> Work task
Return a copy of every line in the records that includes the word "points".

> Material for the task

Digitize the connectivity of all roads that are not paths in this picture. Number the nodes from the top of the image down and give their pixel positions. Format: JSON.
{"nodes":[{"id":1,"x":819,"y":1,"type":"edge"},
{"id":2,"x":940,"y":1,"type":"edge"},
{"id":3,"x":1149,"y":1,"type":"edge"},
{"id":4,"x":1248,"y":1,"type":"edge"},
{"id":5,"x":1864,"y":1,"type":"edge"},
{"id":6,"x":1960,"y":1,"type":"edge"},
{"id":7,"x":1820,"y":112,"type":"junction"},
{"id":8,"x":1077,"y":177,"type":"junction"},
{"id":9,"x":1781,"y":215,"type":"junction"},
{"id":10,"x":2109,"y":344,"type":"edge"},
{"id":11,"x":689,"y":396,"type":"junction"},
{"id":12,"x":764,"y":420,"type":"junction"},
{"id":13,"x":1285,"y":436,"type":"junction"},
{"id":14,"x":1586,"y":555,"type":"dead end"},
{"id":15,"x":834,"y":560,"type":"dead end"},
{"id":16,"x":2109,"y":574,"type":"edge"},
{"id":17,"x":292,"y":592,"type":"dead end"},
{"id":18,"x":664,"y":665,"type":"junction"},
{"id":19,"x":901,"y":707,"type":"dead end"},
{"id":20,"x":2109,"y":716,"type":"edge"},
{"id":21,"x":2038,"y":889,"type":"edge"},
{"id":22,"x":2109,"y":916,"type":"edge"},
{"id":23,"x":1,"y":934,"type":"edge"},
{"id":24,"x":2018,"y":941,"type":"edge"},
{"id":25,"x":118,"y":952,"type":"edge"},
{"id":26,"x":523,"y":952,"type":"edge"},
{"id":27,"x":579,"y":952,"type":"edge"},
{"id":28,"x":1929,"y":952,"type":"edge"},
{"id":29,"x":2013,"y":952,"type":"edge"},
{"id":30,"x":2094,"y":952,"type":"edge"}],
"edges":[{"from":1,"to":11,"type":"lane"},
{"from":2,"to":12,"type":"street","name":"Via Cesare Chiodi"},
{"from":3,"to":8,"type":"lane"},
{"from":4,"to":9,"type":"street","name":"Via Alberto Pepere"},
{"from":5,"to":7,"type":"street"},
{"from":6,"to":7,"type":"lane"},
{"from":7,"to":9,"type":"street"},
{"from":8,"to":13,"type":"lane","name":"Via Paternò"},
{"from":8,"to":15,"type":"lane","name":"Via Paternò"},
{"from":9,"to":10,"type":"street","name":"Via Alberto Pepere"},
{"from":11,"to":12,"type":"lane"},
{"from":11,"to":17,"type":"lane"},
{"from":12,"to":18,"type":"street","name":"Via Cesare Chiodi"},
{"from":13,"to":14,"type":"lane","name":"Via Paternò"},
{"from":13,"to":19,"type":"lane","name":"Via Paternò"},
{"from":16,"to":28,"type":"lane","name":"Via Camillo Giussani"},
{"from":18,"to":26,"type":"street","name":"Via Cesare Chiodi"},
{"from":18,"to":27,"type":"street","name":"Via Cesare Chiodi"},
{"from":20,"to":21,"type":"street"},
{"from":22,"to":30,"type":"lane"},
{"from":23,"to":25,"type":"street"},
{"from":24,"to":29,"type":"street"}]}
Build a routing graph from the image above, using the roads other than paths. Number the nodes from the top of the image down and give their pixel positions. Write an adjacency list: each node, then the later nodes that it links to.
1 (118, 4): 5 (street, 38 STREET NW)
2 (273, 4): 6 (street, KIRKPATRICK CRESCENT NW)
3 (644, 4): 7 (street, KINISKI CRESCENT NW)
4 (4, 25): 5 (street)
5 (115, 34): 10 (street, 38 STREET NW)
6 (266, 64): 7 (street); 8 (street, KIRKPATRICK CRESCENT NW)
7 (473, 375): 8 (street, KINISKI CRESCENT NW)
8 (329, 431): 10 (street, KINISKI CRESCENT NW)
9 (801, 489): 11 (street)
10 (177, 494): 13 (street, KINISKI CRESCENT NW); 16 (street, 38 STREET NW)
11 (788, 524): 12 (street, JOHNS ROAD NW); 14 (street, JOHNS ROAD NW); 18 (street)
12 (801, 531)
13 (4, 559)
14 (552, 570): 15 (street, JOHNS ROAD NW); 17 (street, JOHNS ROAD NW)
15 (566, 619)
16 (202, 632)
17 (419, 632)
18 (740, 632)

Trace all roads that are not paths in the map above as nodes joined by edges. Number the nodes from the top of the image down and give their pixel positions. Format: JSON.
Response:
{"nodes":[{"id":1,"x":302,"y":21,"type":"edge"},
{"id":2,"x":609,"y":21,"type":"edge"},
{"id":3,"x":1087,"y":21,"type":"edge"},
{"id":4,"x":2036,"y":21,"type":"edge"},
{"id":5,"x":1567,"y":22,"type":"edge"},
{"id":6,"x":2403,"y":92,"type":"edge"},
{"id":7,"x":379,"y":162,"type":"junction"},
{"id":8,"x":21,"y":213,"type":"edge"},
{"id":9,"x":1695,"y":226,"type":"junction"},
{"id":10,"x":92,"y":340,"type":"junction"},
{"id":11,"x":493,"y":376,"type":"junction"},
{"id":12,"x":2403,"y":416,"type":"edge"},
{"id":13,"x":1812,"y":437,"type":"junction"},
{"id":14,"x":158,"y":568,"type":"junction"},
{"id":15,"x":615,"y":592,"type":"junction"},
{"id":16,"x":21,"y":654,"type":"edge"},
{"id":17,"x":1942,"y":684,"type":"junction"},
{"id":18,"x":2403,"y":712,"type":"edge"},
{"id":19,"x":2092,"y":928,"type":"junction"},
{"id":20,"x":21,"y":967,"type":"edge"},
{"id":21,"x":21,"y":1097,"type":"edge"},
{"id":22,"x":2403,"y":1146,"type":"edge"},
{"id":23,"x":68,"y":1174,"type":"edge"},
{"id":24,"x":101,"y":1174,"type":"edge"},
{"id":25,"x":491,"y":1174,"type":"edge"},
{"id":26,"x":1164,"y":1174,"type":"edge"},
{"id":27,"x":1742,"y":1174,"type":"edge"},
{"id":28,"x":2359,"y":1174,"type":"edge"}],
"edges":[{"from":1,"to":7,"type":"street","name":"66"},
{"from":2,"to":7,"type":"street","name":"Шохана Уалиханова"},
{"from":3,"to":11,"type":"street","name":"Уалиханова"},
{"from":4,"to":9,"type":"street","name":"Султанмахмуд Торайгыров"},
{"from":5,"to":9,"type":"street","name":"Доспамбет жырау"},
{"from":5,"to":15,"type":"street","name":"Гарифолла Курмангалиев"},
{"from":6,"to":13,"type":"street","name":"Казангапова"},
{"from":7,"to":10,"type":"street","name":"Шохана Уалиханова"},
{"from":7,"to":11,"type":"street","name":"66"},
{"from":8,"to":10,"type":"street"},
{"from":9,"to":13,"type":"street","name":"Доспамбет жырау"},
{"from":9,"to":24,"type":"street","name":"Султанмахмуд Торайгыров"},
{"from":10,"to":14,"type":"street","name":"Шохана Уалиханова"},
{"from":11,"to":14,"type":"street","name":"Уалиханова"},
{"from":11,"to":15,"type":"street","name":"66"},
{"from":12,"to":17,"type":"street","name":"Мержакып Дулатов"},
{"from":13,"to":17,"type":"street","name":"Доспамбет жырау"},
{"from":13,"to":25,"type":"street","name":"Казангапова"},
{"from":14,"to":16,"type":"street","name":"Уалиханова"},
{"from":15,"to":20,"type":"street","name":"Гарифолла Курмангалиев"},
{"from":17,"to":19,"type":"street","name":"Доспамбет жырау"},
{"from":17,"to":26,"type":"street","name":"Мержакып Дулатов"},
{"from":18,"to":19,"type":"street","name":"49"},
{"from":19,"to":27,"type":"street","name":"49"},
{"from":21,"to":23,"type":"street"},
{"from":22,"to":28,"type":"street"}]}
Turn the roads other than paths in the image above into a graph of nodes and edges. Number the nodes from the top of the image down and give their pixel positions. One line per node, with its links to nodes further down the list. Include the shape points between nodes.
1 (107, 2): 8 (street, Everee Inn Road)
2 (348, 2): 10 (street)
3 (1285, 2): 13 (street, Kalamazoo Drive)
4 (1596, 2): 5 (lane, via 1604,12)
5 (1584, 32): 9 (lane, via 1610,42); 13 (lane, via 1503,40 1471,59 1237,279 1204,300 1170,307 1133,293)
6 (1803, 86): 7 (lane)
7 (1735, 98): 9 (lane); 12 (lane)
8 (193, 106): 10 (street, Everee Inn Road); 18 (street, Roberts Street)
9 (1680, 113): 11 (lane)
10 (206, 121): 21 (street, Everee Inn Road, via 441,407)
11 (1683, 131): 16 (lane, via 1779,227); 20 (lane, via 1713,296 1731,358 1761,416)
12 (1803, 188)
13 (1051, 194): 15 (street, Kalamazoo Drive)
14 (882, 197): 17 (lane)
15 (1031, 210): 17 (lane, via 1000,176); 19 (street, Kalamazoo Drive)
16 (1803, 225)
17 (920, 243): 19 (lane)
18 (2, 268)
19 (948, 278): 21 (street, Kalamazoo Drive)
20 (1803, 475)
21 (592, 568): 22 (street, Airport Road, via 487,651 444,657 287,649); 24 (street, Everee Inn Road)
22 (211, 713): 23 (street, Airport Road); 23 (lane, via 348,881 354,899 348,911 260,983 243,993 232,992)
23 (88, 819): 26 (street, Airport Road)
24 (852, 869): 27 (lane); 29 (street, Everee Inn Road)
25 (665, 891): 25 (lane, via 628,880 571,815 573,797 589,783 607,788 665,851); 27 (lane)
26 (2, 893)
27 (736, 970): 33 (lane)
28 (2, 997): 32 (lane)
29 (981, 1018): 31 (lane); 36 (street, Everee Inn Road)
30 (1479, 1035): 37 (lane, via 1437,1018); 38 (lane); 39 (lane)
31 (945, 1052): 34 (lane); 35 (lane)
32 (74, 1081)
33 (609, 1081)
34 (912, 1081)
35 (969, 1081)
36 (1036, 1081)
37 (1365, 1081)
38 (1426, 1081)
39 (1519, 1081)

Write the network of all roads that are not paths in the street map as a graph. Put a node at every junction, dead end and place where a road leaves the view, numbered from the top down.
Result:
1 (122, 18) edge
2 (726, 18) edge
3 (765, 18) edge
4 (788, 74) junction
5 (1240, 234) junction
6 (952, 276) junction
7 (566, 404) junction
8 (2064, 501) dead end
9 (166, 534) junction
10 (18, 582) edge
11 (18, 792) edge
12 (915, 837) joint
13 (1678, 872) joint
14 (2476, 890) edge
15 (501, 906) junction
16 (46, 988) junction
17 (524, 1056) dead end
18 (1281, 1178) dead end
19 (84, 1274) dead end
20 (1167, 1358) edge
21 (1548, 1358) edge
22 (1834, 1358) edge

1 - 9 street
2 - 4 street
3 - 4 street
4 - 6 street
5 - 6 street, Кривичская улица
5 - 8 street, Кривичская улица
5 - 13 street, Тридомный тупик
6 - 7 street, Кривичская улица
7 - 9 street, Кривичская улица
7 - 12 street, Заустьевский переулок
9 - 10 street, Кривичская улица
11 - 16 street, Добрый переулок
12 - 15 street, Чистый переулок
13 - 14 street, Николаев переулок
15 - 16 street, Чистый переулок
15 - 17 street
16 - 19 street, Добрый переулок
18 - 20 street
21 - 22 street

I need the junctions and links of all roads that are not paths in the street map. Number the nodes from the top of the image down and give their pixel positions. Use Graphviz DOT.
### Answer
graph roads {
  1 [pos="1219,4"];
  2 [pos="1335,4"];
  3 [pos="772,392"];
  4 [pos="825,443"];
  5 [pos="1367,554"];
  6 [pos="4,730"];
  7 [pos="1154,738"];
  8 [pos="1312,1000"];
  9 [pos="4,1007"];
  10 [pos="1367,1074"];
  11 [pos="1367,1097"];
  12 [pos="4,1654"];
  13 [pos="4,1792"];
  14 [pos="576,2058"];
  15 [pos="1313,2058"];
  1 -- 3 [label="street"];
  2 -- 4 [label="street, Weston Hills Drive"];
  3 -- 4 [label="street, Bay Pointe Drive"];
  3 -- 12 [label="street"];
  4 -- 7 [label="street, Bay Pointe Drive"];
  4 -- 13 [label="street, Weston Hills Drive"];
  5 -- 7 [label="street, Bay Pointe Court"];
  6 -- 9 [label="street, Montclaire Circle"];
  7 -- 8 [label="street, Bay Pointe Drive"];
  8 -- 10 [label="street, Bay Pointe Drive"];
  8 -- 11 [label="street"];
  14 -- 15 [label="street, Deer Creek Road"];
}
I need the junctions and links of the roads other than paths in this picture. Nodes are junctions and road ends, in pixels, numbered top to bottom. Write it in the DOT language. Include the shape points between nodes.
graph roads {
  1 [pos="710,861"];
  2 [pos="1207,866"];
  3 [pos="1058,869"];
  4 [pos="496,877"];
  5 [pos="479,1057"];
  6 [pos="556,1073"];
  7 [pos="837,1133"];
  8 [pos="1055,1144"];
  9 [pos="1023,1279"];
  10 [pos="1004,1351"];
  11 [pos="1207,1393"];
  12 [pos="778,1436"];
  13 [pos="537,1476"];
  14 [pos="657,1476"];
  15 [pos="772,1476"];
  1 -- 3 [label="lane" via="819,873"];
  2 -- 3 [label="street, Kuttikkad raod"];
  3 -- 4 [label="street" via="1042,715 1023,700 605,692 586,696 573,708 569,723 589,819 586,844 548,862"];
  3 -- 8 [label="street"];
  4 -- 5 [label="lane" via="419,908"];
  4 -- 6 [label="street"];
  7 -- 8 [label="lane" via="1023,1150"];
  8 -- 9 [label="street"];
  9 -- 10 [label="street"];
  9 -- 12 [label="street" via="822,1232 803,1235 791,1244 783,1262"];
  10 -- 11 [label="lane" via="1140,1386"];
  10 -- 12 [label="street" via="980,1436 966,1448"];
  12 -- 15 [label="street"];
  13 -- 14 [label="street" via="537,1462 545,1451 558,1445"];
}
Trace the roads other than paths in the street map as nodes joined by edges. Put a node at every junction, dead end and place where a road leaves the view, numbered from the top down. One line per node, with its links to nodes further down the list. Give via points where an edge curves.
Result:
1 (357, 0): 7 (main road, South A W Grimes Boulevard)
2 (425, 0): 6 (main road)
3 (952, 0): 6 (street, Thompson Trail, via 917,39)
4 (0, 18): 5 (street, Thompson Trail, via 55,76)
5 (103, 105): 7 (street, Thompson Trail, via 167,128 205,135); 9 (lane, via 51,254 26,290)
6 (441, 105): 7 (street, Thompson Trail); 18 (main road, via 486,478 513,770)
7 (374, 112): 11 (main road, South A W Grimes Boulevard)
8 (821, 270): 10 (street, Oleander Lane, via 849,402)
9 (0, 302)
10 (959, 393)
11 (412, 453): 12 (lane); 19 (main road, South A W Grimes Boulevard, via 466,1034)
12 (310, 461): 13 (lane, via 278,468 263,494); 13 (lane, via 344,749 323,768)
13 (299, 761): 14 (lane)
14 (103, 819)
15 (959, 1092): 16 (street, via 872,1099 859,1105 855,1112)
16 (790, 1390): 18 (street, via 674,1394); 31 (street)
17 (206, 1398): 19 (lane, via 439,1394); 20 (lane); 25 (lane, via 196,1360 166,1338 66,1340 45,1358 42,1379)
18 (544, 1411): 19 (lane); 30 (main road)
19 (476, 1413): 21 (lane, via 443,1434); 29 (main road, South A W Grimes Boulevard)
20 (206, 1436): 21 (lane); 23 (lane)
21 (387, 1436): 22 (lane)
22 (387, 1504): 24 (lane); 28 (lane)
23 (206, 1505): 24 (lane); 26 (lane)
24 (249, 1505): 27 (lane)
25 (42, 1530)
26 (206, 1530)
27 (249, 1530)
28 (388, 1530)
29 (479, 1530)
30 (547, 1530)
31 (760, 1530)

> Response area
Turn the roads other than paths in the image above into a graph of nodes and edges. Number the nodes from the top of the image down and give their pixel positions. One line per node, with its links to nodes further down the list. Include the shape points between nodes.
I need the junctions and links of the roads other than paths in this picture. Nodes are junctions and road ends, in pixels, numbered top to bottom. Write it in the DOT language. Include the shape points between nodes.
Trace the roads other than paths in the street map as nodes joined by edges. Put a node at every junction, dead end and place where a road leaves the view, numbered from the top down. One line per node, with its links to nodes further down the list. Give via points where an edge curves.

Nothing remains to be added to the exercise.